Thirdly, the ETS generates billions of euros every year through the sale of pollution permits. That money is returned to national budgets, where it is supposed to be spent on climate and energy related investments.

This new review could make the case for that money to be spent even more prudently on the kinds of projects and measures that will accelerate the redundancy of the emissions trading system.

National governments jealously guard their right to spend that money however they see fit, but it is becoming rather untenable for the EU to not put stricter checks and balances on these revenue streams.
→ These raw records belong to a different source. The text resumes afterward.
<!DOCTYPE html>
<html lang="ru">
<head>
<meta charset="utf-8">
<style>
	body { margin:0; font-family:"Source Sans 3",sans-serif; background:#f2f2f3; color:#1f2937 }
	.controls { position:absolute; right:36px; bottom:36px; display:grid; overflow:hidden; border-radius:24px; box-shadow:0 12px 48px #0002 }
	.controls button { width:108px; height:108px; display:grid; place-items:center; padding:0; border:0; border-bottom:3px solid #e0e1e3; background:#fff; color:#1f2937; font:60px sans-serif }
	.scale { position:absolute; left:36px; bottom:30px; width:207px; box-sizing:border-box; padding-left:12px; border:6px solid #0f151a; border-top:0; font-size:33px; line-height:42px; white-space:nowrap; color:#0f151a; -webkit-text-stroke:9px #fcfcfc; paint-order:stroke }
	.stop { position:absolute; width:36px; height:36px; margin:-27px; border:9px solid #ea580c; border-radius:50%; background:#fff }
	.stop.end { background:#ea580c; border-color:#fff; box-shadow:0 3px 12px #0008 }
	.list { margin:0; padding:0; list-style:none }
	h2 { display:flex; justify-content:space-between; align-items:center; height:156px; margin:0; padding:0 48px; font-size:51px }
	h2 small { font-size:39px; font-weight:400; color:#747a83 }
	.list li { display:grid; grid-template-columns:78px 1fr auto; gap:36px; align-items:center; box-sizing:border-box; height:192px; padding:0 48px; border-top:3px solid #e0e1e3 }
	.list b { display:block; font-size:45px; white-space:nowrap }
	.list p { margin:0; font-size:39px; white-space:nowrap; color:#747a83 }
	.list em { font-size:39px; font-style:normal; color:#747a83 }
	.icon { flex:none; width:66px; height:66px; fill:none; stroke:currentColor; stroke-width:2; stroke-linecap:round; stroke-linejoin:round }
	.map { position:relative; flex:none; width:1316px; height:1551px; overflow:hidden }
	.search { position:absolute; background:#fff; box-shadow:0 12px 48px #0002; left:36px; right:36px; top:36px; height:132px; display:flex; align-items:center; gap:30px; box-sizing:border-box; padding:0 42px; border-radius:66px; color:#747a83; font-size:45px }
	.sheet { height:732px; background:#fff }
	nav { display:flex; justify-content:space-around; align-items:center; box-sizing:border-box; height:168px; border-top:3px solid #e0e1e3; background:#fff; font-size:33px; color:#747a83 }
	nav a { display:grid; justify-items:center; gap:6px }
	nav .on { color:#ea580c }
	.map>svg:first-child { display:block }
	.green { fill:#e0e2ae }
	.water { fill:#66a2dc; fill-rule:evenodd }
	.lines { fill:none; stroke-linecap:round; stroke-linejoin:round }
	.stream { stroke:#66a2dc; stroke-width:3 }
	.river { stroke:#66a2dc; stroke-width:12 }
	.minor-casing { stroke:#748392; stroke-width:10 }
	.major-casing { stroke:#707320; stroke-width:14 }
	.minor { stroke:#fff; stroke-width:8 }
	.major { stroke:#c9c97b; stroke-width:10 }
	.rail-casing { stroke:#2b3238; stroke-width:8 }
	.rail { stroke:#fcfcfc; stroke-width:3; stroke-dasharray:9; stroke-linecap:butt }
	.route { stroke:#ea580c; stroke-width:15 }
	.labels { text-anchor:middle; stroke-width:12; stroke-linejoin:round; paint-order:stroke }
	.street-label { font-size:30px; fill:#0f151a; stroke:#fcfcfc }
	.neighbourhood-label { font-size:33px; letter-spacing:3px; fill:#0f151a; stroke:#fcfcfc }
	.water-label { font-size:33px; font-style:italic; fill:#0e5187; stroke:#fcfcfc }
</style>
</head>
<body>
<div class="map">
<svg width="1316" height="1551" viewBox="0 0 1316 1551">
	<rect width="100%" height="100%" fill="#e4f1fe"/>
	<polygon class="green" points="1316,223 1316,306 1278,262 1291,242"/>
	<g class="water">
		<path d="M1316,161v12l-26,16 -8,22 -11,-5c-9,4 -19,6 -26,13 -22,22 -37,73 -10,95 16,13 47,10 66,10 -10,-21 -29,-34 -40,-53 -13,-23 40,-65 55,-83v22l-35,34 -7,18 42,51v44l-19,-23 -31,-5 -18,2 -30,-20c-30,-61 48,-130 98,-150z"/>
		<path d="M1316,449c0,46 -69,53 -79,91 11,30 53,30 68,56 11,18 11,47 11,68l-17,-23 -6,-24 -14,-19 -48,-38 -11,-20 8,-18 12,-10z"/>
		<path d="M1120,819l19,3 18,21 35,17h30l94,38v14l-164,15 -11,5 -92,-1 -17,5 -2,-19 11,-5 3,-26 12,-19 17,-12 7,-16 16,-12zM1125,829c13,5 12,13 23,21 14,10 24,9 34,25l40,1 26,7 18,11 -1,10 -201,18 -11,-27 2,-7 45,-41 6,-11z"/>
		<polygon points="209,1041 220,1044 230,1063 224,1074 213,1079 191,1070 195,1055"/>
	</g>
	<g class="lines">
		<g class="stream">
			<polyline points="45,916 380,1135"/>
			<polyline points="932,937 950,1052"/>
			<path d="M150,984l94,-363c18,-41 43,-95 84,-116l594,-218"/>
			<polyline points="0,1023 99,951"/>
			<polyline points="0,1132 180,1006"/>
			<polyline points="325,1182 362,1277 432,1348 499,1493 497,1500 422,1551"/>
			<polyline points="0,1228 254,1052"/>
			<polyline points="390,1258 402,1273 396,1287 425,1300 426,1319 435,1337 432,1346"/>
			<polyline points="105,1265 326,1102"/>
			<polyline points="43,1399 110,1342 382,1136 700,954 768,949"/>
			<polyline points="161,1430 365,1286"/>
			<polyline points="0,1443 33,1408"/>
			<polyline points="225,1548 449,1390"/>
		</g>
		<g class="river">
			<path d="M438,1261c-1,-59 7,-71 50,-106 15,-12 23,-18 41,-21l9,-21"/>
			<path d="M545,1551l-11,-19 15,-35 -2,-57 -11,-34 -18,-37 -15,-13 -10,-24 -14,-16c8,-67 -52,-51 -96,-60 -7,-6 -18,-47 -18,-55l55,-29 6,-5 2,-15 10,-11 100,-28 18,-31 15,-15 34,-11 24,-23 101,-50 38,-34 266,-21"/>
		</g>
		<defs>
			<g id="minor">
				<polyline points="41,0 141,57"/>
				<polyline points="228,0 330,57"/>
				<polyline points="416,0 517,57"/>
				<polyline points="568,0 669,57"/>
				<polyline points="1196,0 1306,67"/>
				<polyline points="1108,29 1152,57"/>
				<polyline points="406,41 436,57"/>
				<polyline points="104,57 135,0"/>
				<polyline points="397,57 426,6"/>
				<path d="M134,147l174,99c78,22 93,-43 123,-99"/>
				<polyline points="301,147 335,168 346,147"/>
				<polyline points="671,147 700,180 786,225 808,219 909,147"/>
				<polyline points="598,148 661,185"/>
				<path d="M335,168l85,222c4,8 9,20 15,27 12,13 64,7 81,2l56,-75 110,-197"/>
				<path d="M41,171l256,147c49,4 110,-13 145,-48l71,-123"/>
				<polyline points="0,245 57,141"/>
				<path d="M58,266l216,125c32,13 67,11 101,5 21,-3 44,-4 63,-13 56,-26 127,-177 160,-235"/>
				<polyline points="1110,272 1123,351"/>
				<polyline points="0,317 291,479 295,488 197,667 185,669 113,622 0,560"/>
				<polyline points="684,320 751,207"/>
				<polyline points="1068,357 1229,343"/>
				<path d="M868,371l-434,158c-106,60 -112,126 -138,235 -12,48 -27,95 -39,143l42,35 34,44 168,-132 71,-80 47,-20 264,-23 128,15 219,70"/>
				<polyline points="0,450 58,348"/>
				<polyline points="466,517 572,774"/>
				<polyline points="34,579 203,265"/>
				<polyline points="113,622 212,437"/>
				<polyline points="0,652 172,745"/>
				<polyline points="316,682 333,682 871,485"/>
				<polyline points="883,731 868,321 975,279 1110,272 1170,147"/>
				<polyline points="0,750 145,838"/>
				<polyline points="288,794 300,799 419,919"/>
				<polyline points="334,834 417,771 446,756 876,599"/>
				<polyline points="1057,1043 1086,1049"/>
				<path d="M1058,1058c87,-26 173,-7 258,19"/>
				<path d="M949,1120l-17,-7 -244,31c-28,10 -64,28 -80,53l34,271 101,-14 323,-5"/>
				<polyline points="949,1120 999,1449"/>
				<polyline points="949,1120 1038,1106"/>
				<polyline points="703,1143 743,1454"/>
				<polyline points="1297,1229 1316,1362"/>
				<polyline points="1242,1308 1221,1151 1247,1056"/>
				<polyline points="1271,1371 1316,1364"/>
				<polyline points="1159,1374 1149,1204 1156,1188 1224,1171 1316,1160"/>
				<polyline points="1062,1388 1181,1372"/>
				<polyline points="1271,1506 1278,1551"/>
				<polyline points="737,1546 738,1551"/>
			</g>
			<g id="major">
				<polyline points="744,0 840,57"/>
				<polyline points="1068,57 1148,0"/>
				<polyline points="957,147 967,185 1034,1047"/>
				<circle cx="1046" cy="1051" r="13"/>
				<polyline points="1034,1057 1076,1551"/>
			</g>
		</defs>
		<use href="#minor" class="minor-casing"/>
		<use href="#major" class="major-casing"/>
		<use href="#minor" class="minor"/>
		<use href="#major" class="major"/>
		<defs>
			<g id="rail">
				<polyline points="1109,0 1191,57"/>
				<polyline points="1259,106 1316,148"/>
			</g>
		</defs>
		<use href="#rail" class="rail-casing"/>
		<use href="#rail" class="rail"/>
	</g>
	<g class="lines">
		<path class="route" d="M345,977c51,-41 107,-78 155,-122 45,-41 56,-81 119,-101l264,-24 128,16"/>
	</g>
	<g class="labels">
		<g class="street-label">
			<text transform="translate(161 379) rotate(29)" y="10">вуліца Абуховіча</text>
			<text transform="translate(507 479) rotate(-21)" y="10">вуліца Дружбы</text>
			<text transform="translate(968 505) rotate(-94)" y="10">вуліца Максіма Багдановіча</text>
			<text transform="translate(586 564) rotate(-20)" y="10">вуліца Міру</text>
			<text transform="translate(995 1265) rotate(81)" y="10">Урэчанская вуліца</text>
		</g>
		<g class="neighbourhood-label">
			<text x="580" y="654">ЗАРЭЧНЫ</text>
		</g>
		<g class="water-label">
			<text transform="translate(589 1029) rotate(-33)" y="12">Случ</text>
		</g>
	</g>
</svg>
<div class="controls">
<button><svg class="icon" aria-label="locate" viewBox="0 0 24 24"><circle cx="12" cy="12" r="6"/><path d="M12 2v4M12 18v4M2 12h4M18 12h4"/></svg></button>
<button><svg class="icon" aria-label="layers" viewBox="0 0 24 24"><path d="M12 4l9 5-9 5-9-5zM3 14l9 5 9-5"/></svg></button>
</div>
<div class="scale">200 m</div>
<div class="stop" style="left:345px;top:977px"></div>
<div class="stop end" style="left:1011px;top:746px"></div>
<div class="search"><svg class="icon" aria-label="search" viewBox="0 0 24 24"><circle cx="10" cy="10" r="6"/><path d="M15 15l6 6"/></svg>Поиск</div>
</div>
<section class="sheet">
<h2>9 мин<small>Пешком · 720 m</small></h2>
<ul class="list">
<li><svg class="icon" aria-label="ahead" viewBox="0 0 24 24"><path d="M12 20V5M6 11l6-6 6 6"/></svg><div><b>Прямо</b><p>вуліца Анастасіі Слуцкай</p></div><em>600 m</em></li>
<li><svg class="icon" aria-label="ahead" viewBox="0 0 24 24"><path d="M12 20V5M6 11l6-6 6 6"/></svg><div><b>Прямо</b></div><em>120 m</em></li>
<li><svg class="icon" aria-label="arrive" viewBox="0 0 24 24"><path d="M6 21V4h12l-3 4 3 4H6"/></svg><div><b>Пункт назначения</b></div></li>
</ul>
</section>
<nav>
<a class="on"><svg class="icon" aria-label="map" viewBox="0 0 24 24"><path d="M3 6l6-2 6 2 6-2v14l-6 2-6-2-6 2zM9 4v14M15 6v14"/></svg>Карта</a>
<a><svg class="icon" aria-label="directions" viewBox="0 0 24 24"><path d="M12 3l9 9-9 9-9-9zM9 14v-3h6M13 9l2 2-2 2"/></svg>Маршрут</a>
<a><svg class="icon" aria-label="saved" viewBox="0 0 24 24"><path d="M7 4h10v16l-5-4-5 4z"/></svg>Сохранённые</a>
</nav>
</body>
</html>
Thankfully, the EU seems to have resisted calls from some governments to really water down the ETS and any idea that the market could be suspended has definitely been dismissed.

All it’s cracked up to be?

Carbon pricing was supposed to be the great hope for global climate action. The EU’s forging of an emissions trading path was meant to prompt other countries to do the same and sing from the same hymn sheet.

That has happened to an extent: some countries have adopted their own carbon markets in response, in order to try and avoid the worst of carbon border taxation. But it hasn’t triggered a revolution.

Instead, China and the United States are, perhaps surprisingly, arguably doing more to decarbonise the planet.

China’s huge investments in clean tech manufacturing means that it is cheaper than ever to buy equipment that helps neutralise emissions, be they solar panels, heat pumps or electric vehicles.

And the United States, despite attacking renewable energy generation whenever possible and pushing for more fossil fuel production, has helped cause such a profound energy shock that it’s rewriting the script on how and where countries get their energy.

Carbon pricing remains essential in Europe but its global impact is still yet to be even partly realised and ongoing efforts to develop some sort of international system do not seem to be going anywhere.